Miró con mayor atención y vio que había paredes levantadas sobre un rincón y que los trastos irreconocibles acumulados a lo largo de muchos años habían sido empujados para dejar sitio a la construcción. La pared del frente tenía una sola puerta de madera barata, y un cerrojo. Parecía una construcción frágil y rápida que había sido interrumpida mucho antes de la etapa de pintura y decoración.
Era una celda. Le hizo pensar en una versión más grande de las jaulas que había usado para las ratas del laboratorio.

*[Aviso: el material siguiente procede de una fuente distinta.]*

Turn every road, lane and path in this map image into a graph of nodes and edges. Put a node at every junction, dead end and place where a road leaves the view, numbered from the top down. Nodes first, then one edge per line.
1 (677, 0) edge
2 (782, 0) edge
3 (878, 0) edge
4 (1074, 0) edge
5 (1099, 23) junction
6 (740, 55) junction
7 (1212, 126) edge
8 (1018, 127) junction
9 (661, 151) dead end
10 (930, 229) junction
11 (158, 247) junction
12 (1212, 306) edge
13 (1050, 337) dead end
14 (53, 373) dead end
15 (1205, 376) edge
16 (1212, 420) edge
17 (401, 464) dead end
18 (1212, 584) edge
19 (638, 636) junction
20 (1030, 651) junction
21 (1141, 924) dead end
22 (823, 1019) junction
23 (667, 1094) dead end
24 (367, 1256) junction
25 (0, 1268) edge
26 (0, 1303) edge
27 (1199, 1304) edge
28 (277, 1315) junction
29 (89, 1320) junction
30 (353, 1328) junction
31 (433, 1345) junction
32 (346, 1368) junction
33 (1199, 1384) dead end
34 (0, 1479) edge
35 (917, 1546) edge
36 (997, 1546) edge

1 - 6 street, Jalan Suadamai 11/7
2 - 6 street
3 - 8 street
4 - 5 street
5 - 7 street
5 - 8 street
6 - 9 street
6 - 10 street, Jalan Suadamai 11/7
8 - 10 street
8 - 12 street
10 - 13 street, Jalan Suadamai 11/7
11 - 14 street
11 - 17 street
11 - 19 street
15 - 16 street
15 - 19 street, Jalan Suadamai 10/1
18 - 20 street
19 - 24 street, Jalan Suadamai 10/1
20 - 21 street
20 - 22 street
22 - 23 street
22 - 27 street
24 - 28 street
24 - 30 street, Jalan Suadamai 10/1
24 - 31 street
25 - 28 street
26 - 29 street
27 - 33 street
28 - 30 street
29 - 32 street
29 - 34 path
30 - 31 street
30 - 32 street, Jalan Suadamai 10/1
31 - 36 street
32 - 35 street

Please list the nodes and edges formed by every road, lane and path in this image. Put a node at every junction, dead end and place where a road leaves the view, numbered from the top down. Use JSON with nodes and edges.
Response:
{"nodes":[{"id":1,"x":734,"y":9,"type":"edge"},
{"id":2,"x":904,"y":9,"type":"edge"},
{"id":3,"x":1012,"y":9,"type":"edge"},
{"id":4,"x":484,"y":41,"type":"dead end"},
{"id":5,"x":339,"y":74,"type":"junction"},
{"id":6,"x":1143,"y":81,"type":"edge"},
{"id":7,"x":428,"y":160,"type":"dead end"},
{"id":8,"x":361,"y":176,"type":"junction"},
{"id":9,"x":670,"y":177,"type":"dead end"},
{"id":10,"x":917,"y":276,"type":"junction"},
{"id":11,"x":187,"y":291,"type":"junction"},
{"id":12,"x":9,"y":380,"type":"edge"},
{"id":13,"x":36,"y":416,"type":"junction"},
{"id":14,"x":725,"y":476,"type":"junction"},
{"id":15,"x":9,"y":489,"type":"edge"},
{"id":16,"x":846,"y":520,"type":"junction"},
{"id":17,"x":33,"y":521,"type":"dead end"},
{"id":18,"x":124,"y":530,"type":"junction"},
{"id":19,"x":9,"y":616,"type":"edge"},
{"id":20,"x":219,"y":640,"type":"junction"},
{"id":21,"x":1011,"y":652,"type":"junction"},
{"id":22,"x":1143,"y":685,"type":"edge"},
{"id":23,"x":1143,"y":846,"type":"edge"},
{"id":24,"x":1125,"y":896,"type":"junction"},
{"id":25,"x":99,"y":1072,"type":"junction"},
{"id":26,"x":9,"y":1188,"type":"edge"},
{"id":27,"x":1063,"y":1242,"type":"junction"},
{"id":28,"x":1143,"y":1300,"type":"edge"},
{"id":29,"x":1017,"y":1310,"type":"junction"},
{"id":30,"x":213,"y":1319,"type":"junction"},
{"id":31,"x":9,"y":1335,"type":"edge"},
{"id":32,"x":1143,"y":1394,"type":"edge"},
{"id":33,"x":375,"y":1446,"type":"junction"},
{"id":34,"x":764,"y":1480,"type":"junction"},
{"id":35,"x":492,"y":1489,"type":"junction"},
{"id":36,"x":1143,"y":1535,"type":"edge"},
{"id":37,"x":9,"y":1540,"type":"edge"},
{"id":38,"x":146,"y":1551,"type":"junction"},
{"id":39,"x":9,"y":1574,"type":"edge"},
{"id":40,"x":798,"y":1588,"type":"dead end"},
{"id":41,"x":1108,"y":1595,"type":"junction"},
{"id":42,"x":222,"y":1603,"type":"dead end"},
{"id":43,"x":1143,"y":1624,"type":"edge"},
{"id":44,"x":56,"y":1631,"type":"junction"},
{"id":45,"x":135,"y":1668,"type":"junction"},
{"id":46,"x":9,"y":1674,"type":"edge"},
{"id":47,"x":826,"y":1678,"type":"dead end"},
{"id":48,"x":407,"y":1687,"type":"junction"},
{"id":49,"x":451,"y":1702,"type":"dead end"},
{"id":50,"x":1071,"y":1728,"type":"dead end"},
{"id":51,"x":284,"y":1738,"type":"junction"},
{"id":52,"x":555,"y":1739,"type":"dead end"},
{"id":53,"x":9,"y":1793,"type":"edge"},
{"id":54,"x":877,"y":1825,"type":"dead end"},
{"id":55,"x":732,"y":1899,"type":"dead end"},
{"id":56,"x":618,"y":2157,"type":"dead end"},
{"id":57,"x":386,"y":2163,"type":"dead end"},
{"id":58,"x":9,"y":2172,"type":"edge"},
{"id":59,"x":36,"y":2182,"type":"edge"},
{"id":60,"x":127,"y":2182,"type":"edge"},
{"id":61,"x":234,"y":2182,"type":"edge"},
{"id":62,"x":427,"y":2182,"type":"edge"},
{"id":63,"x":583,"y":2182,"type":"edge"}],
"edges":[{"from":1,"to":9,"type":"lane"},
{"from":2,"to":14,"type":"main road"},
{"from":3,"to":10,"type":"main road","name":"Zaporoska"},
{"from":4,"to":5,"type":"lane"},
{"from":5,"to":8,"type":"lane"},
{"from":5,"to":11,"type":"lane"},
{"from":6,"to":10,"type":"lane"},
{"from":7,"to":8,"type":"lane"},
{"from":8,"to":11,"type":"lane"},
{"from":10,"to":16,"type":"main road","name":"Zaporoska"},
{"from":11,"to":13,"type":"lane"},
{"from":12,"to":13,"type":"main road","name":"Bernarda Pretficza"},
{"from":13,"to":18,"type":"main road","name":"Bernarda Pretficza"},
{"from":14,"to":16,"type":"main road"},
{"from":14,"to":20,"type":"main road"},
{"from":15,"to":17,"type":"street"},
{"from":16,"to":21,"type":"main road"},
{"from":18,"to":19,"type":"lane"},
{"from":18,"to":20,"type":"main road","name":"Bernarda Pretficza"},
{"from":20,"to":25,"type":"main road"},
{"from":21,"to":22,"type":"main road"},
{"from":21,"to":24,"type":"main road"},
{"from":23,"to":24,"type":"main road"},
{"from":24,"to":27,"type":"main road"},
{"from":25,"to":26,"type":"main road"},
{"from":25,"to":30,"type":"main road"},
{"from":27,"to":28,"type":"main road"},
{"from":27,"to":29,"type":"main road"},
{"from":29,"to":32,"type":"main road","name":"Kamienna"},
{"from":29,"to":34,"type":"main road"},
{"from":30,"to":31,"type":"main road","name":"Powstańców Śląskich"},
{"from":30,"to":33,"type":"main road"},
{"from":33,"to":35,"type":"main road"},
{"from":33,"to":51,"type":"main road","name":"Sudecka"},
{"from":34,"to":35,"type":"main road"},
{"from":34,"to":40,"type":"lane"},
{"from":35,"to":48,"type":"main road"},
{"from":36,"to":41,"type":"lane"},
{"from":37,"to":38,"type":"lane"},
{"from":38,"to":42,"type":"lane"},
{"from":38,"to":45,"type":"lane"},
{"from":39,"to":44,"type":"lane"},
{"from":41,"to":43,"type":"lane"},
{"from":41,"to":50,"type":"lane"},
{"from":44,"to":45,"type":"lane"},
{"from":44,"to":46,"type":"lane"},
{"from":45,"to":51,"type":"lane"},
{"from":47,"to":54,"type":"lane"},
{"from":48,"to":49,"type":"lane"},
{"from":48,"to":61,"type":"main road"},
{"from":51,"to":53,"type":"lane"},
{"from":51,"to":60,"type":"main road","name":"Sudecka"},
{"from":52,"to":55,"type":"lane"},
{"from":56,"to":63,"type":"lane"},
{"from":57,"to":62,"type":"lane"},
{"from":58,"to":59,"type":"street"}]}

Adrián buscó a tientas y cogió su automática. Se dio cuenta de que iba a tener que contorsionarse para poder entrar. Con suma cautela metió las piernas por la pequeña abertura. No había ninguna manera de abrirla más, de modo que fue chocando arriba y abajo, echado boca arriba, tratando de bajar, hasta que hizo pasar los hombros y luego la cabeza. Alguien con cuerpo delgado y fibroso, un gimnasta o un artista de circo, habría entrado al sótano sin dificultad. Pero Adrián no era nada de eso. Luchó para mantener el equilibrio, tratando de descender como un montañero que se hubiera quedado sin cuerda.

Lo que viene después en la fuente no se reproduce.